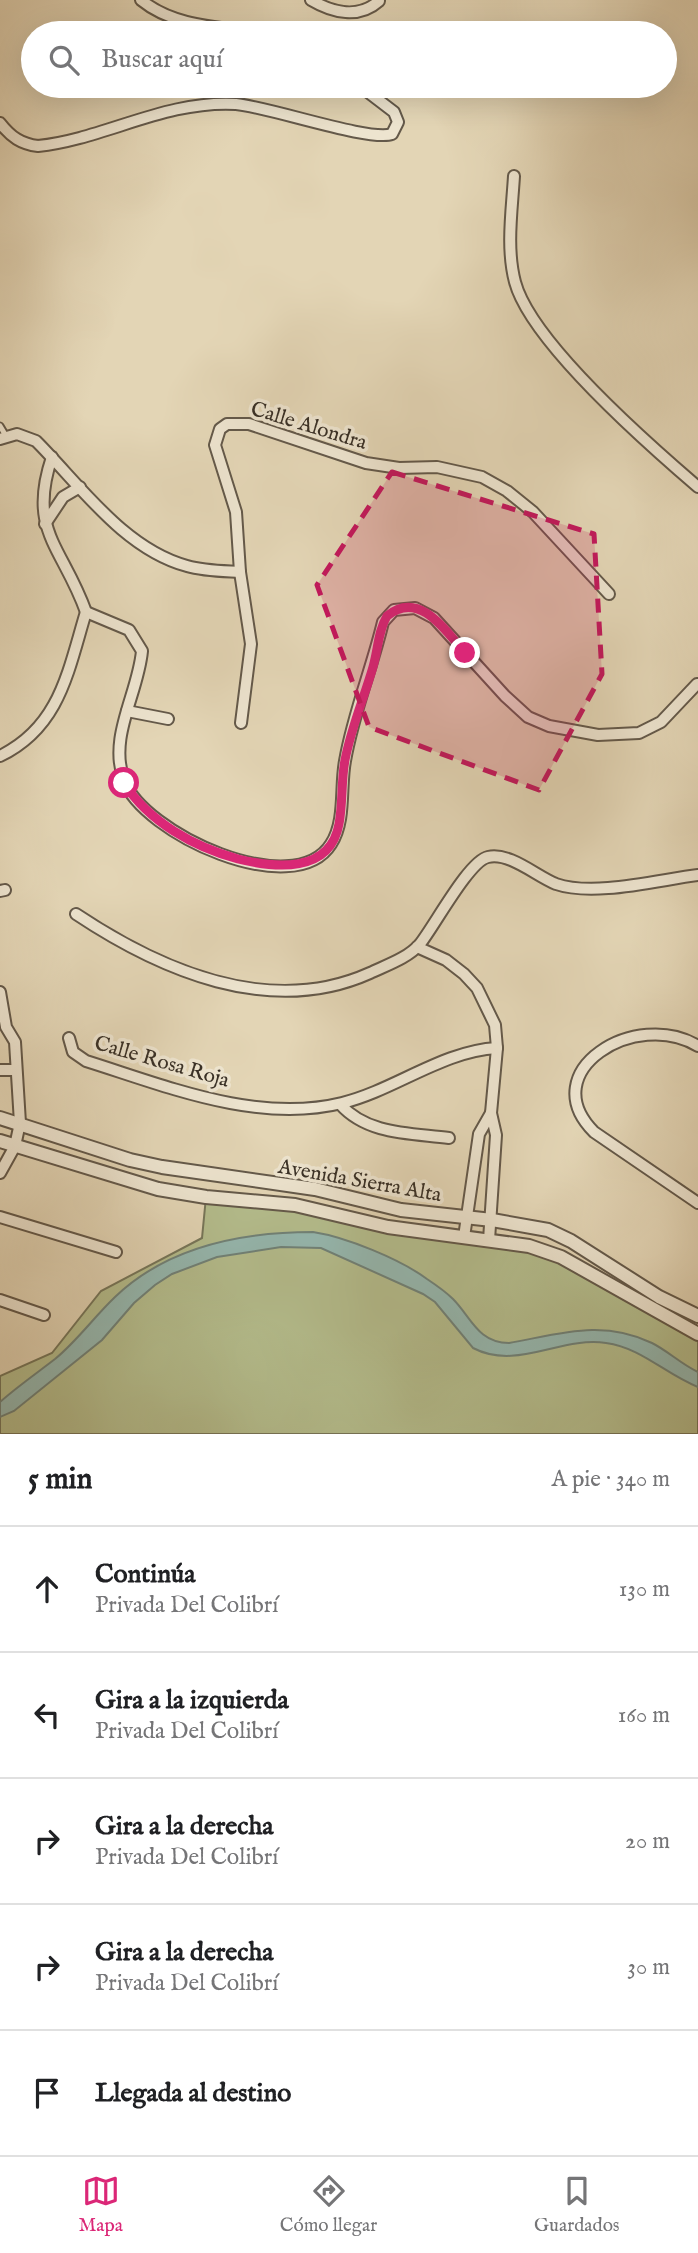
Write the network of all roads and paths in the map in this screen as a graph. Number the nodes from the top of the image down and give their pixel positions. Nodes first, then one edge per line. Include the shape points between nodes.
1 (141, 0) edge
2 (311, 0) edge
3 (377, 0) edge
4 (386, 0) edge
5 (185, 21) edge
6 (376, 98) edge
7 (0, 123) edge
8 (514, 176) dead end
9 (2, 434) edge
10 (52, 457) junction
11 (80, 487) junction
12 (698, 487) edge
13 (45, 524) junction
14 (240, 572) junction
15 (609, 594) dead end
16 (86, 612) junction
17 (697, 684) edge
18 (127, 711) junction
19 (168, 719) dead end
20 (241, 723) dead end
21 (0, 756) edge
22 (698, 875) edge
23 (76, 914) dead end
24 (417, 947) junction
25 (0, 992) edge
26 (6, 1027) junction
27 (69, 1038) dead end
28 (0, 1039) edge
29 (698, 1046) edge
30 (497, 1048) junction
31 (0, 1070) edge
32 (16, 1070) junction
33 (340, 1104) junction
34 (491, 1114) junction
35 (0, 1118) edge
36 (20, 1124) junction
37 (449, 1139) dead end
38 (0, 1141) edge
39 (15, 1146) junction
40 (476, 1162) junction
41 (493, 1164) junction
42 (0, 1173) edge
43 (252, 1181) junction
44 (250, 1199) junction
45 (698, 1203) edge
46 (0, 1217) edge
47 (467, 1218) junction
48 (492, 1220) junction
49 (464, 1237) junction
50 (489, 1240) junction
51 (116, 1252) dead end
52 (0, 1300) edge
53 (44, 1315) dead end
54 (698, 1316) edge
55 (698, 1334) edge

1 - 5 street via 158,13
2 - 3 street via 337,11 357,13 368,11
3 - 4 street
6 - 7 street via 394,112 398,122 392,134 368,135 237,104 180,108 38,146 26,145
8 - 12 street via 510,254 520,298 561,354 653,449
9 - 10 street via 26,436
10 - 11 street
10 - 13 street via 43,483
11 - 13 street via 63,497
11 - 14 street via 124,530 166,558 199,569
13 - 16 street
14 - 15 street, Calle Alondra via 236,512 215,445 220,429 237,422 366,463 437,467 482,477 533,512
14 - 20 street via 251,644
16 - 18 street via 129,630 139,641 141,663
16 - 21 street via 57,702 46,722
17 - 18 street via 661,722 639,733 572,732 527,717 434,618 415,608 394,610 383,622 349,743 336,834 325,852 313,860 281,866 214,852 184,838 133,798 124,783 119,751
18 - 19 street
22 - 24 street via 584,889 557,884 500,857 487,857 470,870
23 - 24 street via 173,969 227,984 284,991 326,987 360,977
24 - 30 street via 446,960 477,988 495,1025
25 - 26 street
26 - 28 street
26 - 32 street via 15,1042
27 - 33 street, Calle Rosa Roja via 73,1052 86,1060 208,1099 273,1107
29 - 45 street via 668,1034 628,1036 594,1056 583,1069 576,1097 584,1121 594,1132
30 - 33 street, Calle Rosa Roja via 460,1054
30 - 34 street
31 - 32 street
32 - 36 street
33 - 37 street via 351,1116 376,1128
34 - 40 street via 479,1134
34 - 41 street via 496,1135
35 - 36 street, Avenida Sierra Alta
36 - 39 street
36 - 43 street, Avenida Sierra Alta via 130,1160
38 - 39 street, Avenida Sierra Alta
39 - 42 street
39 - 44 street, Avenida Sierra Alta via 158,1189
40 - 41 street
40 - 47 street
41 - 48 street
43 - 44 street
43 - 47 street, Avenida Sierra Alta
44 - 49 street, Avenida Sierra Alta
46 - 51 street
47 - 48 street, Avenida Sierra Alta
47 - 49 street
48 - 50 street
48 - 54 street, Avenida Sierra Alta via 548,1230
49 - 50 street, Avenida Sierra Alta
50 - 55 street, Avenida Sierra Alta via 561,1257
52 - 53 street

▸ AIM OF THE EXERCISE
Return every entry above word for word, leaving pictures out.

▸ RESULT FOR THIS TASK
Write the network of all roads and paths in the map in this screen as a graph. Number the nodes from the top of the image down and give their pixel positions. Nodes first, then one edge per line. Include the shape points between nodes.
1 (141, 0) edge
2 (311, 0) edge
3 (377, 0) edge
4 (386, 0) edge
5 (185, 21) edge
6 (376, 98) edge
7 (0, 123) edge
8 (514, 176) dead end
9 (2, 434) edge
10 (52, 457) junction
11 (80, 487) junction
12 (698, 487) edge
13 (45, 524) junction
14 (240, 572) junction
15 (609, 594) dead end
16 (86, 612) junction
17 (697, 684) edge
18 (127, 711) junction
19 (168, 719) dead end
20 (241, 723) dead end
21 (0, 756) edge
22 (698, 875) edge
23 (76, 914) dead end
24 (417, 947) junction
25 (0, 992) edge
26 (6, 1027) junction
27 (69, 1038) dead end
28 (0, 1039) edge
29 (698, 1046) edge
30 (497, 1048) junction
31 (0, 1070) edge
32 (16, 1070) junction
33 (340, 1104) junction
34 (491, 1114) junction
35 (0, 1118) edge
36 (20, 1124) junction
37 (449, 1139) dead end
38 (0, 1141) edge
39 (15, 1146) junction
40 (476, 1162) junction
41 (493, 1164) junction
42 (0, 1173) edge
43 (252, 1181) junction
44 (250, 1199) junction
45 (698, 1203) edge
46 (0, 1217) edge
47 (467, 1218) junction
48 (492, 1220) junction
49 (464, 1237) junction
50 (489, 1240) junction
51 (116, 1252) dead end
52 (0, 1300) edge
53 (44, 1315) dead end
54 (698, 1316) edge
55 (698, 1334) edge

1 - 5 street via 158,13
2 - 3 street via 337,11 357,13 368,11
3 - 4 street
6 - 7 street via 394,112 398,122 392,134 368,135 237,104 180,108 38,146 26,145
8 - 12 street via 510,254 520,298 561,354 653,449
9 - 10 street via 26,436
10 - 11 street
10 - 13 street via 43,483
11 - 13 street via 63,497
11 - 14 street via 124,530 166,558 199,569
13 - 16 street
14 - 15 street, Calle Alondra via 236,512 215,445 220,429 237,422 366,463 437,467 482,477 533,512
14 - 20 street via 251,644
16 - 18 street via 129,630 139,641 141,663
16 - 21 street via 57,702 46,722
17 - 18 street via 661,722 639,733 572,732 527,717 434,618 415,608 394,610 383,622 349,743 336,834 325,852 313,860 281,866 214,852 184,838 133,798 124,783 119,751
18 - 19 street
22 - 24 street via 584,889 557,884 500,857 487,857 470,870
23 - 24 street via 173,969 227,984 284,991 326,987 360,977
24 - 30 street via 446,960 477,988 495,1025
25 - 26 street
26 - 28 street
26 - 32 street via 15,1042
27 - 33 street, Calle Rosa Roja via 73,1052 86,1060 208,1099 273,1107
29 - 45 street via 668,1034 628,1036 594,1056 583,1069 576,1097 584,1121 594,1132
30 - 33 street, Calle Rosa Roja via 460,1054
30 - 34 street
31 - 32 street
32 - 36 street
33 - 37 street via 351,1116 376,1128
34 - 40 street via 479,1134
34 - 41 street via 496,1135
35 - 36 street, Avenida Sierra Alta
36 - 39 street
36 - 43 street, Avenida Sierra Alta via 130,1160
38 - 39 street, Avenida Sierra Alta
39 - 42 street
39 - 44 street, Avenida Sierra Alta via 158,1189
40 - 41 street
40 - 47 street
41 - 48 street
43 - 44 street
43 - 47 street, Avenida Sierra Alta
44 - 49 street, Avenida Sierra Alta
46 - 51 street
47 - 48 street, Avenida Sierra Alta
47 - 49 street
48 - 50 street
48 - 54 street, Avenida Sierra Alta via 548,1230
49 - 50 street, Avenida Sierra Alta
50 - 55 street, Avenida Sierra Alta via 561,1257
52 - 53 street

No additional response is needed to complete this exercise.